Not satisfied with this removal of discretion from the judiciary, the government now wishes to attack a different part of the criminal justice process.

Certainly, out of nowhere, there are calls for a re-evaluation of the old “stop and search” powers. This much malign and often inflammatory procedure has, in recent years, been kept in check by the requirement for police officers to have a “reasonable suspicion” before stopping or searching an individual. A number of members of the government are now suggesting that the requirement for a “reasonable suspicion” be removed.

Any action that can be carried out unreasonably, or without the use of reason, is obviously likely to lead to concerns and difficulties. Imagine that someone allegedly acting in “self-defence” did not have to show that they had acted “reasonably” just that they had acted in self-defence. What sort of mayhem might ensue?

Where the power to be used “unreasonably” is a coercive power, as in the case of stop and search, the perils for us all are enormous. Those of us who remember the Bristol riots around the Black and White Café, the Brixton riots of the early 1980’s and the Toxteth riot of similar vintage remember just how much violence and disorder ensued from the hatred and loathing that had built up after the misuse of “stop and search” powers.

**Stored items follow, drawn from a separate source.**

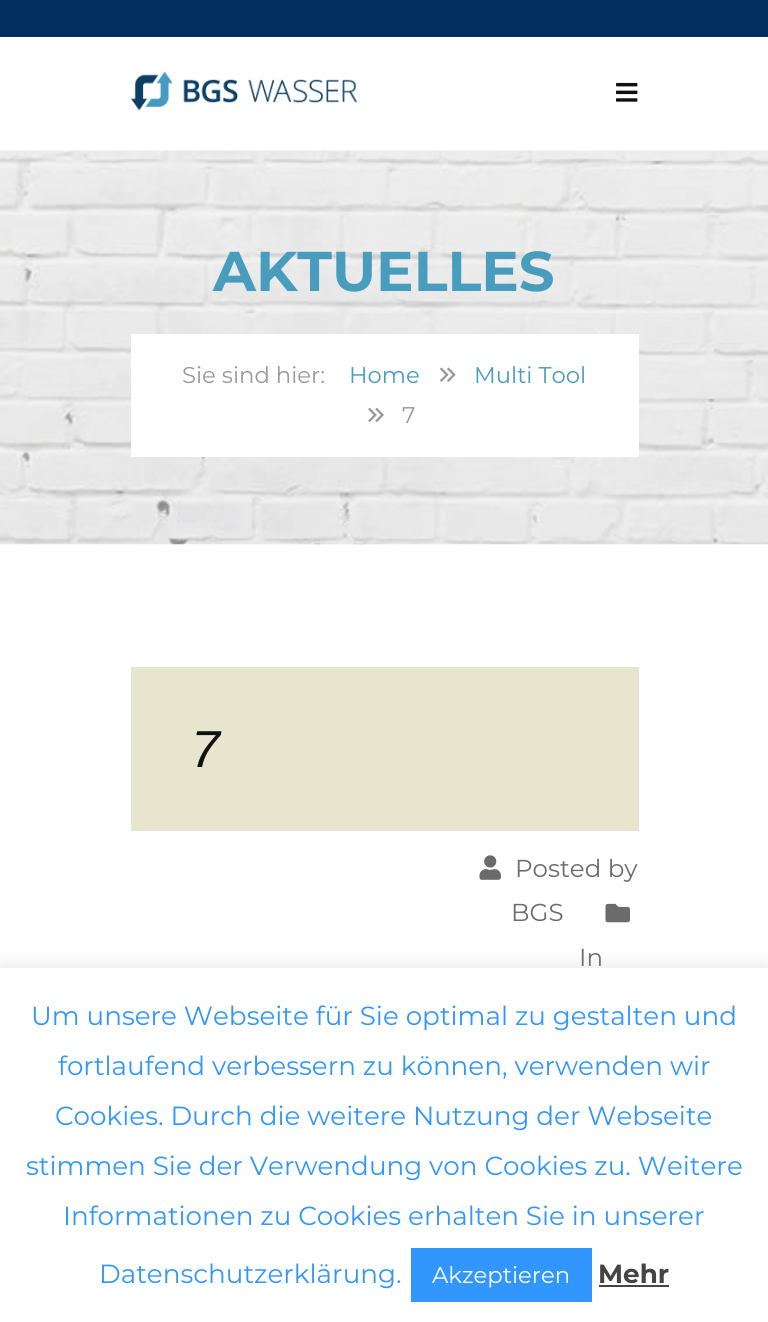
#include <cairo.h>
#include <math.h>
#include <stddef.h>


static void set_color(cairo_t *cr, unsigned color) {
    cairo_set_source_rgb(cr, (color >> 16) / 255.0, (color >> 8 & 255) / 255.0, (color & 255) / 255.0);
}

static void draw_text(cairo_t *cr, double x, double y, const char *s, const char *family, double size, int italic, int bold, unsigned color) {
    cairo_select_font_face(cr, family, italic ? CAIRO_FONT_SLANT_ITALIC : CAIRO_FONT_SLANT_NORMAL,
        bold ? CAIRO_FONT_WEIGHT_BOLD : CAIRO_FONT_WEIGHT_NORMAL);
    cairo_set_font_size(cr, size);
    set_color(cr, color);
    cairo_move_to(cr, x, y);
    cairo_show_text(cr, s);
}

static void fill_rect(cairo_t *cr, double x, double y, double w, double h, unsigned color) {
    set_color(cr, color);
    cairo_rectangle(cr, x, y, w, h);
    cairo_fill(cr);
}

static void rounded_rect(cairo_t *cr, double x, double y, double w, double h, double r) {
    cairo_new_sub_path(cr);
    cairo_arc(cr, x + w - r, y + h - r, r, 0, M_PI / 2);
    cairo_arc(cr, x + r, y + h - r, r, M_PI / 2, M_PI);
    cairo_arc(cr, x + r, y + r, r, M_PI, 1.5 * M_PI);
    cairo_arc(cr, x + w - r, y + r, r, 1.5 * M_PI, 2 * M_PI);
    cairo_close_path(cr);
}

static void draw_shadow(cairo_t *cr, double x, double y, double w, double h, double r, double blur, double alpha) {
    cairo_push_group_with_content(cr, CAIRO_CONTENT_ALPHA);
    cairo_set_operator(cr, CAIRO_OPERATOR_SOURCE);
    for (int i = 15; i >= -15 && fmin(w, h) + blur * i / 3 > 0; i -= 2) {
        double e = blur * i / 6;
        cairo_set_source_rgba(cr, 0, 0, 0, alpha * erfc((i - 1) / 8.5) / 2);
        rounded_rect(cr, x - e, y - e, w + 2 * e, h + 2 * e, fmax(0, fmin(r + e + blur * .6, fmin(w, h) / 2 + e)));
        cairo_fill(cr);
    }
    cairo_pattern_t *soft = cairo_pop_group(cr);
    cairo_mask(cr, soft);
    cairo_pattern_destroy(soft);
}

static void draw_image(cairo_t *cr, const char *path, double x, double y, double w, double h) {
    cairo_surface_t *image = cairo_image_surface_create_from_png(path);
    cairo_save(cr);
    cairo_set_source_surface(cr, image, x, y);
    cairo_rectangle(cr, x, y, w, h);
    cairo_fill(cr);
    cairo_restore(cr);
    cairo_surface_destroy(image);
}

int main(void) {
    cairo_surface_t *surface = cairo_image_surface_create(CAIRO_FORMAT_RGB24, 768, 1322);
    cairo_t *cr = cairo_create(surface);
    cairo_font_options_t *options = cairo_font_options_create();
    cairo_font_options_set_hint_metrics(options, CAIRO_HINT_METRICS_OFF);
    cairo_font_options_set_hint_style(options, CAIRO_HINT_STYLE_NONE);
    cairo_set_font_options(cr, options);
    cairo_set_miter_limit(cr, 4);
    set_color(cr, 0xFFFFFF);
    cairo_paint(cr);
    fill_rect(cr, 0, 0, 768, 37, 0x002F5D);
    draw_image(cr, "assets/img1.png", 131, 71, 226, 40);
    draw_image(cr, "assets/img2.png", 616, 82, 22, 20);
    draw_image(cr, "assets/img3.png", 0, 150, 768, 395);
    draw_text(cr, 213, 291, "AKTUELLES", "Montserrat Thin", 56, 0, 0, 0x489CBE);
    fill_rect(cr, 131, 334, 508, 123, 0xFFFFFF);
    draw_text(cr, 182, 383, "Sie sind hier:", "Montserrat", 22.75, 0, 0, 0x999999);
    draw_text(cr, 349, 383, "Home", "Montserrat", 22.75, 0, 0, 0x489CBE);
    draw_image(cr, "assets/img4.png", 440, 367, 16, 15);
    draw_text(cr, 474, 383, "Multi Tool", "Montserrat", 22.75, 0, 0, 0x489CBE);
    draw_image(cr, "assets/img5.png", 368, 407, 16, 15);
    draw_text(cr, 402, 423, "7", "Montserrat", 22.75, 0, 0, 0x999999);
    fill_rect(cr, 131, 667, 508, 164, 0xE8E5CE);
    draw_text(cr, 191, 767, "7", "Liberation Sans", 52, 1, 0, 0x111111);
    draw_image(cr, "assets/img6.png", 479, 855, 22, 25);
    draw_text(cr, 515, 877, "Posted by", "Montserrat", 24.5, 0, 0, 0x6B6B6B);
    draw_text(cr, 511, 921, "BGS", "Montserrat", 24.5, 0, 0, 0x6B6B6B);
    draw_image(cr, "assets/img7.png", 605, 903, 25, 20);
    draw_text(cr, 579, 966, "In", "Montserrat", 24.5, 0, 0, 0x6B6B6B);
    set_color(cr, 0xACABAB);
    draw_shadow(cr, 0, 966, 768, 355, 0, 9, 0.3);
    fill_rect(cr, 0, 968, 768, 354, 0xFFFFFF);
    draw_text(cr, 31, 1025, "Um unsere Webseite für Sie optimal zu gestalten und", "Montserrat", 26.25, 0, 0, 0x3296FF);
    draw_text(cr, 58, 1075, "fortlaufend verbessern zu können, verwenden wir", "Montserrat", 26.25, 0, 0, 0x3296FF);
    draw_text(cr, 55, 1125, "Cookies. Durch die weitere Nutzung der Webseite", "Montserrat", 26.25, 0, 0, 0x3296FF);
    draw_text(cr, 26, 1175, "stimmen Sie der Verwendung von Cookies zu. Weitere", "Montserrat", 26.25, 0, 0, 0x3296FF);
    draw_text(cr, 63, 1225, "Informationen zu Cookies erhalten Sie in unserer", "Montserrat", 26.25, 0, 0, 0x3296FF);
    draw_text(cr, 99, 1283, "Datenschutzerklärung.", "Montserrat", 26.25, 0, 0, 0x3296FF);
    fill_rect(cr, 411, 1248, 181, 54, 0x3296FF);
    draw_text(cr, 432, 1283, "Akzeptieren", "Montserrat", 22.75, 0, 0, 0xFFFFFF);
    draw_text(cr, 598, 1283, "Mehr", "Montserrat Thin", 26.25, 0, 0, 0x444444);
    fill_rect(cr, 599, 1285, 70, 2, 0x444444);
    cairo_surface_write_to_png(surface, "output.png");
    cairo_font_options_destroy(options);
    cairo_destroy(cr);
    cairo_surface_destroy(surface);
    return 0;
}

If widespread civil disorder and a break down in the relationship between the police and the public are the price to be paid for this cack-handed attack on knife crime, it may be felt that the account would soon become unbalanced.

MANDATORY MADNESS

Written by Sian Hall
October 29th, 2017

As the Government chases new headlines for planning to impose mandatory six month terms of imprisonment for those carrying acid in a public place, for the second time we have to reflect on the real worth of this kind of sentence.

 

Mandatory sentencing is often not what it seems. Three years for a third strike burglar often means three years less 20% for those who admit the offences in early stage and can mean a lot less if there are special circumstances relating to there more to the offence.  The same is true for third strike Class A drug dealers.  Those found carrying knives in public for the second time should face a mandatory sentence of six months, but in reality this is a sentence that can be reduced to meet the justice of the case, depending on the circumstances of the offence or the client.   Presumably, acid carriers are likely to find themselves in the same position as their knife-wielding brethren.

 

Does the mandatory sentence then serve any real purpose? Are there any mandatory sentences that are not regularly devalued?   The argument must of course run that it is hard for governments to send out a message to members of the public who are likely to offend.  The announcement of six months in a prison for anybody committing a certain offence is an easy message that may well get across to more than most.  Of course,  the mandatory term also provides a thinking point for sentencing courts who might otherwise find themselves in a sea of inconsistency.  Nevertheless, the same sort of thinking point has been established for many offences by the Sentencing Guidelines Council, whose guidelines can be varied dependant on the social and legal landscape, without recourse to legislation.

 

It is worth reflecting that over the years the only two sentences that have remained largely unadulterated are life imprisonment for murderers and the mandatory driving ban for drink drivers. Odd bookends for a growing shelf of non-discretionary sentencing decisions.